We don't usually send our kids to the doctor's office for growing pains, but the U.S. healthcare industry definitely needs some help with theirs. As we look ahead to the third year of the ACA, we can only hope that the prognosis for 2016 is better than the last couple of years. The scale and intensity of healthcare related cybercrime is a critical and growing threat to the U.S. medical system. According to U.S. Department of Health and Human Services, the top 15 data breaches so far in 2015 (January to October) have affected well over 110 million people. In other words, the personal information of nearly half the US adult population has been compromised in some manner by a data breach of their healthcare insurance provider. If data breaches were a virus, we'd call this a pandemic.
In the past year, organizations such as Anthem, Premera, Excellus, UCLA Health, and CareFirst have announced major data breaches, bringing the five year total of compromised patient records to more than 143 million. To put it simply: cybercrime is the new healthcare crisis. Any overarching factor that makes healthcare more expensive for insurers, providers, and patients puts further pressure on an already strained system.
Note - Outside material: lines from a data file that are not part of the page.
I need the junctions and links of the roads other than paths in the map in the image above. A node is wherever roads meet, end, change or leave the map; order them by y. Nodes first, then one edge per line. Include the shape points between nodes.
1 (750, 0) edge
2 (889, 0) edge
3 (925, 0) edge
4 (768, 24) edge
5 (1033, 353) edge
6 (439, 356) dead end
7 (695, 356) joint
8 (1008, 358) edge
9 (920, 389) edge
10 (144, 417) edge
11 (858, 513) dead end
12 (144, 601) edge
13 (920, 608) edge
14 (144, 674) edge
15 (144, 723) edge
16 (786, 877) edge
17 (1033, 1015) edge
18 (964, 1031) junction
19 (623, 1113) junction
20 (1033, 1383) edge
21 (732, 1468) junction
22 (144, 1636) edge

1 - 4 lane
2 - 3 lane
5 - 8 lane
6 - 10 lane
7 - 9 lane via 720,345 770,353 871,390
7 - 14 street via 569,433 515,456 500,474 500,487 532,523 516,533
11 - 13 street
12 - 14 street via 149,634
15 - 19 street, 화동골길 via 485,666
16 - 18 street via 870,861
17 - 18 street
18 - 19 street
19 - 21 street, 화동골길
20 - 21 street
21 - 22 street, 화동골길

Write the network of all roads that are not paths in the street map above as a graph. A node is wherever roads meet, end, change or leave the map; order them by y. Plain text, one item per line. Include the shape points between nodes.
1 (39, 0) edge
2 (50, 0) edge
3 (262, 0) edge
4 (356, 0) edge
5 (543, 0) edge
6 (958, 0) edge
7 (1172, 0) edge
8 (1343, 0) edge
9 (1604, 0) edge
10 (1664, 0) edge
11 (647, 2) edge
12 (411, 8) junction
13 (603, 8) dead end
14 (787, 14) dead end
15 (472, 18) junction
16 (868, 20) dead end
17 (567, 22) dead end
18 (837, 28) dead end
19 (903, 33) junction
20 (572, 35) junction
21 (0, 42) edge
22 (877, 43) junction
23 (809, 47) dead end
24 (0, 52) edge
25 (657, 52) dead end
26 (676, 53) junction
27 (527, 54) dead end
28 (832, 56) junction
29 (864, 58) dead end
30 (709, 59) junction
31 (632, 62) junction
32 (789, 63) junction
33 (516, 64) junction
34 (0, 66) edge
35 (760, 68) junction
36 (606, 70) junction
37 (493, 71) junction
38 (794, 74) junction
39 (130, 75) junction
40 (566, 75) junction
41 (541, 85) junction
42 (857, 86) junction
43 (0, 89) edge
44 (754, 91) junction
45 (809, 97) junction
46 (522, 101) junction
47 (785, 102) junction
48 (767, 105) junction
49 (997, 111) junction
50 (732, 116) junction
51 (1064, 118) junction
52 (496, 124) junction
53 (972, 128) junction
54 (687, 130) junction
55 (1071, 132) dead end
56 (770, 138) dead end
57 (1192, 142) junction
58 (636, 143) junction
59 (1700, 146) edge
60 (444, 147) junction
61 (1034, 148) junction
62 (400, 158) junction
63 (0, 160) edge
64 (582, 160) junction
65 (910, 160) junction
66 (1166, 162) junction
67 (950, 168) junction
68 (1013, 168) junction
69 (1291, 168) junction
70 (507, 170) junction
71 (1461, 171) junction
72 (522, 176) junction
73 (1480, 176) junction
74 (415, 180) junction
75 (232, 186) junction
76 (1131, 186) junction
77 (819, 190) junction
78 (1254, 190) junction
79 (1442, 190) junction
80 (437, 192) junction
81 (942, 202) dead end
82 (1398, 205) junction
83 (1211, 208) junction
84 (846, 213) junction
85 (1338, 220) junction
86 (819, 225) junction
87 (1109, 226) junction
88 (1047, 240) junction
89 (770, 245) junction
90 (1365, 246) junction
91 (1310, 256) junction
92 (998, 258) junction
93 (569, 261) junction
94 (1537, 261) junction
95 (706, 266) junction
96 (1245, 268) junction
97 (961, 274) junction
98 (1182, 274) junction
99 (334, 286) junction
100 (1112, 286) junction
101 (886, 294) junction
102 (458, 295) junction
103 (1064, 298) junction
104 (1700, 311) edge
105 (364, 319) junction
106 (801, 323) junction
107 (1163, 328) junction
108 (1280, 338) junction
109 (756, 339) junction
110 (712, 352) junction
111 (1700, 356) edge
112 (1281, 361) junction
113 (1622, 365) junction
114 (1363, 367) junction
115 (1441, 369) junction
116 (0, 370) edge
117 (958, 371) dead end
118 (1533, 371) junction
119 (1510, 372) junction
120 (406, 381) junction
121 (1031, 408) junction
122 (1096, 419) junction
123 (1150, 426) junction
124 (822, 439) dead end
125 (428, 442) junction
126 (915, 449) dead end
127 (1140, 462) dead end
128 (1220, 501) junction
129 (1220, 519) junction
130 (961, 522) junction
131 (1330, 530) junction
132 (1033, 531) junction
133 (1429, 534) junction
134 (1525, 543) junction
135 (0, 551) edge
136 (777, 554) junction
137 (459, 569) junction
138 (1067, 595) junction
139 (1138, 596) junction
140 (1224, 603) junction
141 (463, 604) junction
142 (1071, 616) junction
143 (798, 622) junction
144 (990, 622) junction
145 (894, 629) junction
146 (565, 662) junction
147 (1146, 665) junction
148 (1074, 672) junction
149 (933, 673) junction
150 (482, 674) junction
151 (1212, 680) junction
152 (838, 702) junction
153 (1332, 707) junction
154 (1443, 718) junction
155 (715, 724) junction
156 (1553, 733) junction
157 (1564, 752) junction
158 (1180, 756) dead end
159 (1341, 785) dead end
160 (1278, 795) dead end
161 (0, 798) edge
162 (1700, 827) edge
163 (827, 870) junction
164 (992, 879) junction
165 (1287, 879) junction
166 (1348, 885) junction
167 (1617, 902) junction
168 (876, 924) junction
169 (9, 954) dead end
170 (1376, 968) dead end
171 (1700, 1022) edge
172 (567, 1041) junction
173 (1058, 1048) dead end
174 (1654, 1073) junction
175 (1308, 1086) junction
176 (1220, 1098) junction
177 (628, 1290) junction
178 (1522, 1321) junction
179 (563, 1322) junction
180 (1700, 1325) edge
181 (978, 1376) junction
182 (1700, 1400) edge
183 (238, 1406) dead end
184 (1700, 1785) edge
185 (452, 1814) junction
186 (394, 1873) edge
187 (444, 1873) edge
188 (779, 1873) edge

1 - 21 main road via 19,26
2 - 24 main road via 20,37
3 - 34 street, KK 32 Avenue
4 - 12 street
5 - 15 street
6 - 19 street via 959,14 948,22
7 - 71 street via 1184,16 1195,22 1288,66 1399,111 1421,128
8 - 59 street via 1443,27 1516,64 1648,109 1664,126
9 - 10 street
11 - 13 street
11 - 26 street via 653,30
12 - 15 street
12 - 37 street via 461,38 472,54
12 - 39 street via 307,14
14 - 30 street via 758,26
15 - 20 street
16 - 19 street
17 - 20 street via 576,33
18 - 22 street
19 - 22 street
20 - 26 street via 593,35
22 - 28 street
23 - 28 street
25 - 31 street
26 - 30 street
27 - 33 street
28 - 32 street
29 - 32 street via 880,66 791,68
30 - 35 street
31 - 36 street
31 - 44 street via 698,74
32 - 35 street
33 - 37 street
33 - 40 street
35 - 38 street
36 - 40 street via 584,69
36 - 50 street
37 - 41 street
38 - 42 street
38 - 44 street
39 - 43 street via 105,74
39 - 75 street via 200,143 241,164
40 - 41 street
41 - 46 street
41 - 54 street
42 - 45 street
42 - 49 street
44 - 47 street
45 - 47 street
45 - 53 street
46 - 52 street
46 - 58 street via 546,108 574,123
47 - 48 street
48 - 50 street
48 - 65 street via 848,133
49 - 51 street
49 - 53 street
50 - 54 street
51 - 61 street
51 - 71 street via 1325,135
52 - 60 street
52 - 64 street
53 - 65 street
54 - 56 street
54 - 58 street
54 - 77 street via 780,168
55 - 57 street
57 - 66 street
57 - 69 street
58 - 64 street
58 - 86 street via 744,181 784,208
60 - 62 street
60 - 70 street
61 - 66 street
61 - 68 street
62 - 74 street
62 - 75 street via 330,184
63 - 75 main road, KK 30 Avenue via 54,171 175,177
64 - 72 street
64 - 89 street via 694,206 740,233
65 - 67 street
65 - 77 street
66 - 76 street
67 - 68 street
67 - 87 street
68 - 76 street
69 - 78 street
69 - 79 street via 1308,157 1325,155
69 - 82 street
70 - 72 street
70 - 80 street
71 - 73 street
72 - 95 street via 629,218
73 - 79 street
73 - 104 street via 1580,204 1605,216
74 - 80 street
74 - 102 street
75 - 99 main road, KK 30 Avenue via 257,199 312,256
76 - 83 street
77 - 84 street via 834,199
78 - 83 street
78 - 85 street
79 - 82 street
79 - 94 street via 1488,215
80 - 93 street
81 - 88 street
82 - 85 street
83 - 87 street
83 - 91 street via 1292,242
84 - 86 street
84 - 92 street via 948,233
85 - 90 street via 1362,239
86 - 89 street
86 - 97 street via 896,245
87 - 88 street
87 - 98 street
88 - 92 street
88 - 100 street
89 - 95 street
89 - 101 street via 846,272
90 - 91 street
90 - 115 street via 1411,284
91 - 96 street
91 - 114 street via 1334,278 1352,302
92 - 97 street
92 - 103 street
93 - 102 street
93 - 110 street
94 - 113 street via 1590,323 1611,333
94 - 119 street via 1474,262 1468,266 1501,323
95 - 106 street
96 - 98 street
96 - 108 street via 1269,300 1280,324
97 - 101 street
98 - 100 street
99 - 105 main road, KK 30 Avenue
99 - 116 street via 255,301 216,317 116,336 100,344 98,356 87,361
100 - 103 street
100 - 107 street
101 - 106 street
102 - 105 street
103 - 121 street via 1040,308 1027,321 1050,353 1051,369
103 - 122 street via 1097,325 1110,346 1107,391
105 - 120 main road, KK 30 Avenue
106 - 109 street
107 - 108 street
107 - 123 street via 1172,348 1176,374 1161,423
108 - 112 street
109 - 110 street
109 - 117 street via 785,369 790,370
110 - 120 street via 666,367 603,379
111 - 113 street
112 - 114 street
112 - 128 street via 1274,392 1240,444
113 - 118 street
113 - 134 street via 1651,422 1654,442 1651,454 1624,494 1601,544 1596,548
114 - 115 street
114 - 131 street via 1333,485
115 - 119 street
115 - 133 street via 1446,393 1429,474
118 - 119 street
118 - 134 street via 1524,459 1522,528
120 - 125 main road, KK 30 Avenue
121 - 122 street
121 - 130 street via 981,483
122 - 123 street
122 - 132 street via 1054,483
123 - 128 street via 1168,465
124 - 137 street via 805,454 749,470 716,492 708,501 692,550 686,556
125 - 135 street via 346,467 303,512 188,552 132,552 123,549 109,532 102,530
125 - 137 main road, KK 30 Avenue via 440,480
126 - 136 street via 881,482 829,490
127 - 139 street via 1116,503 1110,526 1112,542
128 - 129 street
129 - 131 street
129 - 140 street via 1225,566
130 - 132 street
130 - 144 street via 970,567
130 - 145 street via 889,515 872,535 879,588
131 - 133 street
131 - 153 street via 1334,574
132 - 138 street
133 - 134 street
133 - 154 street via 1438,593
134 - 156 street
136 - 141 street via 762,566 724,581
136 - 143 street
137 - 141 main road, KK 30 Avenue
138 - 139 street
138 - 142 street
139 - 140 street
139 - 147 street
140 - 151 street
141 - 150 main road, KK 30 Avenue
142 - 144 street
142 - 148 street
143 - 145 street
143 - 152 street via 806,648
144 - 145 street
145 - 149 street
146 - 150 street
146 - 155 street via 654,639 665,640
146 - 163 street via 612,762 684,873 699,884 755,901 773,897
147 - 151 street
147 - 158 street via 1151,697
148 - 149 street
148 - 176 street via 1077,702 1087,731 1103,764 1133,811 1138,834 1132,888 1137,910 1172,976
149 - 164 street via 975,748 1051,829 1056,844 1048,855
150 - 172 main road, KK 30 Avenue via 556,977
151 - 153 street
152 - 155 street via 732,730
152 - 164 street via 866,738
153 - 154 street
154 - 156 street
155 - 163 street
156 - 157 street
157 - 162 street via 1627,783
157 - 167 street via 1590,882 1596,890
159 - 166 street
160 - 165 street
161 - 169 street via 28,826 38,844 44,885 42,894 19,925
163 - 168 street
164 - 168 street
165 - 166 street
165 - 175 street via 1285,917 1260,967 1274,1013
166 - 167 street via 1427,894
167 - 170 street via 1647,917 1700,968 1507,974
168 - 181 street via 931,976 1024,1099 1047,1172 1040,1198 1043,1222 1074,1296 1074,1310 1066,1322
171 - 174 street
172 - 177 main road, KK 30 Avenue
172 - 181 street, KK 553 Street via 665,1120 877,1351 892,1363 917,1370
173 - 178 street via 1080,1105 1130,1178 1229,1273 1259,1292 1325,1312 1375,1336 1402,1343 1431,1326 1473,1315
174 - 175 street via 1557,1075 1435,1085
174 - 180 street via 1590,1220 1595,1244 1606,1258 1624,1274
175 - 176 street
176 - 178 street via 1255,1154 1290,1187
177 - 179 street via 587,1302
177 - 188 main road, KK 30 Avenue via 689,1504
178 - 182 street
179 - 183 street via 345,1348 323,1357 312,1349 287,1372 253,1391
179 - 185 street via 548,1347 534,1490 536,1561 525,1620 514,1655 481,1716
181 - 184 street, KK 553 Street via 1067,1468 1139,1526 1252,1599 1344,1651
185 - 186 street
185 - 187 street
The Ponemon Institute, a well-regarded security industry research firm, estimates cyber attacks against hospitals, clinics and doctors cost the U.S. healthcare industry more than $6 billion a year.
On an individual level, when a patient's insurance information is used fraudulently, the stranger's treatment history can be mixed into the original patient's EHR, creating the potential for misdiagnosis and treatment errors. Unraveling these fraudulently tainted EHRs and related patient insurance liabilities is notoriously complicated and time-consuming. Ponemon Institute research finds that victims of medical identity theft spend an average of $13,500 to restore their healthcare records, remedy their credit and reverse fraudulent claims. Unfortunately, fewer than one-third of healthcare providers offer any form of assistance to patients whose data has been compromised.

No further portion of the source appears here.